** Data extracts follows **

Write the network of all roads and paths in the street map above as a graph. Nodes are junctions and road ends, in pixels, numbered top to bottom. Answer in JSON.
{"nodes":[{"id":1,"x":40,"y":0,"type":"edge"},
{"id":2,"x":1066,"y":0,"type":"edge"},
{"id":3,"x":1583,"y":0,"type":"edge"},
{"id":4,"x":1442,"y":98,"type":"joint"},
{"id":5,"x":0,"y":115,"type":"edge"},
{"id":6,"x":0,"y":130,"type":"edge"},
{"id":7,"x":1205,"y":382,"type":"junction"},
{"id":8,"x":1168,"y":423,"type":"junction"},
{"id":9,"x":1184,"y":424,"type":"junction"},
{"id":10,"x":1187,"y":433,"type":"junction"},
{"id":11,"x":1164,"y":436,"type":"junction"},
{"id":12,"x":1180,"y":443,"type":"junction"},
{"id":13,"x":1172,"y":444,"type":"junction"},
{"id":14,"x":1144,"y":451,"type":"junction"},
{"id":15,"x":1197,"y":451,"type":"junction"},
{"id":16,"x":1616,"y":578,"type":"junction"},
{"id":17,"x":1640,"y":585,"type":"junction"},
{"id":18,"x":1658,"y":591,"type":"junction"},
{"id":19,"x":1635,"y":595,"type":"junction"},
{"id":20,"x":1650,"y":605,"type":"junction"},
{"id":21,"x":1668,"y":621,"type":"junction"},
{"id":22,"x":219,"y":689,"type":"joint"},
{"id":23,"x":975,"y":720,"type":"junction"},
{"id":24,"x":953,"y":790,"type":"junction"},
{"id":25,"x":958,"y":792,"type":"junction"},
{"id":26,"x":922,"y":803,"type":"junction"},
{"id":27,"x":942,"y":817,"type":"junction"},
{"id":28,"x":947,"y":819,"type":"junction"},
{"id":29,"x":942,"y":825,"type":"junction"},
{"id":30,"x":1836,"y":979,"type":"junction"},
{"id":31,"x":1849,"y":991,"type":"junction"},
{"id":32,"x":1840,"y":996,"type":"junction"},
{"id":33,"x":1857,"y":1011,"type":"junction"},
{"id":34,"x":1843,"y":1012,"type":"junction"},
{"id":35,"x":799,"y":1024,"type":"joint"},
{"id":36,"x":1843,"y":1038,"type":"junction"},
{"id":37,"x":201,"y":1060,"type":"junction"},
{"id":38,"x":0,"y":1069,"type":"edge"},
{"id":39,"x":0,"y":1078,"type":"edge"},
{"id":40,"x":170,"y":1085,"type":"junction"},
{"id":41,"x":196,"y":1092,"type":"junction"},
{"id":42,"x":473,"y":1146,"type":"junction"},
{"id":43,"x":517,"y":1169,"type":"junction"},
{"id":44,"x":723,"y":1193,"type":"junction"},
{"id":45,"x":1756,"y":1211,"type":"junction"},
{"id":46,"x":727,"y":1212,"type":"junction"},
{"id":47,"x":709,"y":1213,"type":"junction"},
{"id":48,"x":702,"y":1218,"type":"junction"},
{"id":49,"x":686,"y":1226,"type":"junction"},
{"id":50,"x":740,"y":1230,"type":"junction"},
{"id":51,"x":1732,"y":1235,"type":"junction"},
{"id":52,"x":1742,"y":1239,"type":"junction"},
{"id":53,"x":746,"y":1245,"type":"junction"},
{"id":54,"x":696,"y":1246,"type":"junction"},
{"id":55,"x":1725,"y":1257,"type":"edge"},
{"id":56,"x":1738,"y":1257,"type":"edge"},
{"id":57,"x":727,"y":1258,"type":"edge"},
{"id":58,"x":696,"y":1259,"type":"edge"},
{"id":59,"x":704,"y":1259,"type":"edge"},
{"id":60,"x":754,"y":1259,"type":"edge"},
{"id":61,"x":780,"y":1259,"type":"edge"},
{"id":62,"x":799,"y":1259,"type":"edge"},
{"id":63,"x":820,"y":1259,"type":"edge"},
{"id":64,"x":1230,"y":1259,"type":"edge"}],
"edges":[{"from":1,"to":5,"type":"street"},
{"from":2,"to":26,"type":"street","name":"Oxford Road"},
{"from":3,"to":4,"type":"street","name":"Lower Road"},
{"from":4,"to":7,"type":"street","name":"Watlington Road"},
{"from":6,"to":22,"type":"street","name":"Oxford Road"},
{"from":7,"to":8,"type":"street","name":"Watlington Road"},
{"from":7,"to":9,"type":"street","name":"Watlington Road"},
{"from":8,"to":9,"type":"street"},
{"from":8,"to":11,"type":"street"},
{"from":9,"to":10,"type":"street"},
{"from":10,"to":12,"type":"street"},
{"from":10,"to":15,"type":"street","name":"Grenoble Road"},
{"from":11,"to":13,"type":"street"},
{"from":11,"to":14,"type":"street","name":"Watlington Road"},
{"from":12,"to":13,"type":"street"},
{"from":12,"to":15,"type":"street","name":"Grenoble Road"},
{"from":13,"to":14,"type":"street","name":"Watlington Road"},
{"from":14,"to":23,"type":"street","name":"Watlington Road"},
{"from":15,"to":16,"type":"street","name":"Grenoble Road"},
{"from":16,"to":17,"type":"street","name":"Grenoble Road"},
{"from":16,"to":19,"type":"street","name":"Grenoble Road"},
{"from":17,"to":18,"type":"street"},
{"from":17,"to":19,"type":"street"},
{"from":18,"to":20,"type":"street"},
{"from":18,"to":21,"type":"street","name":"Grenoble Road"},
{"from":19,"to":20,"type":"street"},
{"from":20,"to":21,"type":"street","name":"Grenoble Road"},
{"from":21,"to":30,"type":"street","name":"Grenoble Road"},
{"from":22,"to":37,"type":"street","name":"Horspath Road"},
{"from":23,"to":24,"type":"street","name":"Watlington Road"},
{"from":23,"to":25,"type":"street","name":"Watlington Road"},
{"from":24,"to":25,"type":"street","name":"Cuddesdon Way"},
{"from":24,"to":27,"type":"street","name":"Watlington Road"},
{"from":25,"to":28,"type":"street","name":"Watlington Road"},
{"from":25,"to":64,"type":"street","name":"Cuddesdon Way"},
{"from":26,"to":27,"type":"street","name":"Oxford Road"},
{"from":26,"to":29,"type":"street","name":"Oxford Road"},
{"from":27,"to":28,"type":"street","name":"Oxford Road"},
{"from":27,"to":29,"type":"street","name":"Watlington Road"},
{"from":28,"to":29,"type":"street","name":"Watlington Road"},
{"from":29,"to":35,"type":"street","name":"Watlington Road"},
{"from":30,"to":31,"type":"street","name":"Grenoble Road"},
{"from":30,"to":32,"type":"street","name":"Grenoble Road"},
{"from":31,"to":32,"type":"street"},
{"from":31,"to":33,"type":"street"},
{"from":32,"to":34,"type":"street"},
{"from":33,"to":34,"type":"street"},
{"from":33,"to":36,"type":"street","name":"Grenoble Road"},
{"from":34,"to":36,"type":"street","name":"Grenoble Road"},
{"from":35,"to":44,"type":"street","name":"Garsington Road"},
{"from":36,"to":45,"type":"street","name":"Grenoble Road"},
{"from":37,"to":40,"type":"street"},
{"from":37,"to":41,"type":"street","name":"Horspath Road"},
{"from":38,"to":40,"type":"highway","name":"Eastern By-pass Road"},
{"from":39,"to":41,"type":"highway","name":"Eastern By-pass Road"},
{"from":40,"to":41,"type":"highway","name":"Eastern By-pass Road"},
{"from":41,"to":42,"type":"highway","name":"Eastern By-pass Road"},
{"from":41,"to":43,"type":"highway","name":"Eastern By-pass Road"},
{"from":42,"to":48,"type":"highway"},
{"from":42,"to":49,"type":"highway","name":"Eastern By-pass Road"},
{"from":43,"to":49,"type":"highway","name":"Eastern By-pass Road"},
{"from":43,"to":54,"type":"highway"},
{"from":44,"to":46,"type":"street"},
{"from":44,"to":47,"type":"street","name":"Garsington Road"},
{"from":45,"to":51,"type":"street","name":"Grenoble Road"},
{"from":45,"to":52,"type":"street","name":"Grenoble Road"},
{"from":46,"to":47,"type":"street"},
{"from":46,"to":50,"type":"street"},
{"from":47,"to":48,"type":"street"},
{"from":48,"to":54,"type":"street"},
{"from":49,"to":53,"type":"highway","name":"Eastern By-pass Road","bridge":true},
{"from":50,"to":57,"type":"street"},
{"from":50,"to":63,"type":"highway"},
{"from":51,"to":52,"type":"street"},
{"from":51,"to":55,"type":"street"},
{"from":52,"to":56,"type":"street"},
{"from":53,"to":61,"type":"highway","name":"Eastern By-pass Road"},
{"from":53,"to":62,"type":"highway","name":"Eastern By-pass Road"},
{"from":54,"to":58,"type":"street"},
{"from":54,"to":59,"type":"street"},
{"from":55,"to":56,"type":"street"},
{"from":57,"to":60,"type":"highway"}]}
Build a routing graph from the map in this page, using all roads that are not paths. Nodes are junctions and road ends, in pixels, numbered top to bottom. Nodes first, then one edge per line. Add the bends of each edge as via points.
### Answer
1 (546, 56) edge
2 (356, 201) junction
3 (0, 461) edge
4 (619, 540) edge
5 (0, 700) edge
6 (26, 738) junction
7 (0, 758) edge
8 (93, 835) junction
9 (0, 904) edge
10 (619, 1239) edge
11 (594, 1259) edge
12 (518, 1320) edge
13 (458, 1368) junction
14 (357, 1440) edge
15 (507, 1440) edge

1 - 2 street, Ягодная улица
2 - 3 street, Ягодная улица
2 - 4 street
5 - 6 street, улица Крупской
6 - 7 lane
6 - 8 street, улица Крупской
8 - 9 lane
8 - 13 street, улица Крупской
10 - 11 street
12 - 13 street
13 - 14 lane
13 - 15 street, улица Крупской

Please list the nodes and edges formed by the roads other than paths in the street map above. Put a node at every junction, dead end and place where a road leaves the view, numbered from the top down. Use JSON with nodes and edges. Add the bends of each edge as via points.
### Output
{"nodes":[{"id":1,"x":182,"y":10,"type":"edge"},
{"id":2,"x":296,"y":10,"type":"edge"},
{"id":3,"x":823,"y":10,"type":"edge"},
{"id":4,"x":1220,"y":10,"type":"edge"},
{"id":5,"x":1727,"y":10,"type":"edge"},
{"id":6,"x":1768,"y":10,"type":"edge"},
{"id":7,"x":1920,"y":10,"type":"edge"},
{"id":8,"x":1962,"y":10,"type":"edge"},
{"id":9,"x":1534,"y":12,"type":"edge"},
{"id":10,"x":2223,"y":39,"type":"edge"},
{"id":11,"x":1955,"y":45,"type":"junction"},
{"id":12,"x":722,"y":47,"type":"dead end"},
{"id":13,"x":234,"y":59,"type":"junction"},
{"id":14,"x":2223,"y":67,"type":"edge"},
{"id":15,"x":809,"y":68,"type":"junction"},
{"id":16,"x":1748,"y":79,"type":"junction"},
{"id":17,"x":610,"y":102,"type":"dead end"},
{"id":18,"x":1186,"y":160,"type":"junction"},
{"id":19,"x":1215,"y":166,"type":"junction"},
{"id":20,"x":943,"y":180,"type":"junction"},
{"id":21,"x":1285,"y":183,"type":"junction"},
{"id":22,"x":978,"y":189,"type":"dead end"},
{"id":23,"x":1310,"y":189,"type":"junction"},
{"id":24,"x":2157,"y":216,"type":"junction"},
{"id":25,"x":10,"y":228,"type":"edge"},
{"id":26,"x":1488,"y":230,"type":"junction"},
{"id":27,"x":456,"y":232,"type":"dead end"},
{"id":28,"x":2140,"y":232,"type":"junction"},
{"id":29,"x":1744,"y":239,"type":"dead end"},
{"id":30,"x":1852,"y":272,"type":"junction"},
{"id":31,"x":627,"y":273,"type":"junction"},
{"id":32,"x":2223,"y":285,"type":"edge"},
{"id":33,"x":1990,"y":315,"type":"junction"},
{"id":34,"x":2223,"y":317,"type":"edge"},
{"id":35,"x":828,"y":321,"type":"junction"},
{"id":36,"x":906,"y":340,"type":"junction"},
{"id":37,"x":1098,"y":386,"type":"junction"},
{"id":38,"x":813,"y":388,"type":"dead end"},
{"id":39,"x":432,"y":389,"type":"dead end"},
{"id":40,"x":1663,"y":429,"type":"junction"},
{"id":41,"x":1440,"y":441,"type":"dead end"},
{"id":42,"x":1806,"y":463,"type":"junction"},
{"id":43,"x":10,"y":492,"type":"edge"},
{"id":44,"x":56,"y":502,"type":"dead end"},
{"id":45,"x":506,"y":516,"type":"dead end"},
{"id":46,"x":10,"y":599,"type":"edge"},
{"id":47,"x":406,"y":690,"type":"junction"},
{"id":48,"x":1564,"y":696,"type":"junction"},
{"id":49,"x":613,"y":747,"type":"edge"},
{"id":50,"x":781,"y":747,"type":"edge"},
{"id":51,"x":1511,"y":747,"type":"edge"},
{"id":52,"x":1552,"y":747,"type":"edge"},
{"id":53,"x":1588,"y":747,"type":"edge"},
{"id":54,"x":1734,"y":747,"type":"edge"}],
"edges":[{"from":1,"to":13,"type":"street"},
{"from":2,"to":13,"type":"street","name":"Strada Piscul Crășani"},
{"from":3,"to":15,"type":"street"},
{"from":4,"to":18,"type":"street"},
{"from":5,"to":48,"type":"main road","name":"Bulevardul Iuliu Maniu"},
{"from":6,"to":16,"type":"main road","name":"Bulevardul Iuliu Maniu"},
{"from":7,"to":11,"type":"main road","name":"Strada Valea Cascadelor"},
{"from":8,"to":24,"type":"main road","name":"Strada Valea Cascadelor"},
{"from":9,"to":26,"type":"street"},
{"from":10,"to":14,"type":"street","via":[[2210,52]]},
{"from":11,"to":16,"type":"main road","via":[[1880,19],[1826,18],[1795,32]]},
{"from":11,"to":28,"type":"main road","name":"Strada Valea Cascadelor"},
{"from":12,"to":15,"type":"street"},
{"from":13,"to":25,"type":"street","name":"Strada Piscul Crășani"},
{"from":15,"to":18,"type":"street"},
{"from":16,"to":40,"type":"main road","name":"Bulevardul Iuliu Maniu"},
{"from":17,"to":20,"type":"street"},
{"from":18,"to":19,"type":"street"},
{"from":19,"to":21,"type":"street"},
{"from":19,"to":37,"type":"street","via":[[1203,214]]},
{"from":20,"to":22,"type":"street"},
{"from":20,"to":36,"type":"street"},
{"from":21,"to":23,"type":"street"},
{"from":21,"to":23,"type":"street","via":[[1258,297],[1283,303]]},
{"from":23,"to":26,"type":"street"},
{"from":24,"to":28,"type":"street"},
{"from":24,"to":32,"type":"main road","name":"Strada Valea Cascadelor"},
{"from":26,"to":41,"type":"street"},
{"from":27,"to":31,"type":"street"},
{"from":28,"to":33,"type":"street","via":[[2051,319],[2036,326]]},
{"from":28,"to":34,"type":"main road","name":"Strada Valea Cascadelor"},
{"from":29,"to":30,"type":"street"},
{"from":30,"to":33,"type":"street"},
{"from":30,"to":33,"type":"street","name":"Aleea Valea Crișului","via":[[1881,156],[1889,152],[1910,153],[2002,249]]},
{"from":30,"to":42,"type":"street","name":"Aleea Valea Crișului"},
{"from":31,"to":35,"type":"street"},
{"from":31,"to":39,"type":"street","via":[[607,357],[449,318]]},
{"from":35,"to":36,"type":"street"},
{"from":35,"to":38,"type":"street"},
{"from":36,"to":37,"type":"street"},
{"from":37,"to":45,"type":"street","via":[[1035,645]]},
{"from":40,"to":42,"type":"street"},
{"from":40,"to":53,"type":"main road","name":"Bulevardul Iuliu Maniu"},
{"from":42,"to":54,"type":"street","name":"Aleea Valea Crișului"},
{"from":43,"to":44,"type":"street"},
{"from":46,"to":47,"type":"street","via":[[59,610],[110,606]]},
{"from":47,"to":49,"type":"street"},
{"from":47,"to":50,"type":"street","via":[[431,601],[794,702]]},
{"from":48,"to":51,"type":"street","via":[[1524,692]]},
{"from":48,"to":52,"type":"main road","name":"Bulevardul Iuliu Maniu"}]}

** End of Data extracts **

**Exercise directions:** If a line in the listing holds the word "roads", list that line.

**Task solution:**
Write the network of all roads and paths in the street map above as a graph. Nodes are junctions and road ends, in pixels, numbered top to bottom. Answer in JSON.
Build a routing graph from the map in this page, using all roads that are not paths. Nodes are junctions and road ends, in pixels, numbered top to bottom. Nodes first, then one edge per line. Add the bends of each edge as via points.
Please list the nodes and edges formed by the roads other than paths in the street map above. Put a node at every junction, dead end and place where a road leaves the view, numbered from the top down. Use JSON with nodes and edges. Add the bends of each edge as via points.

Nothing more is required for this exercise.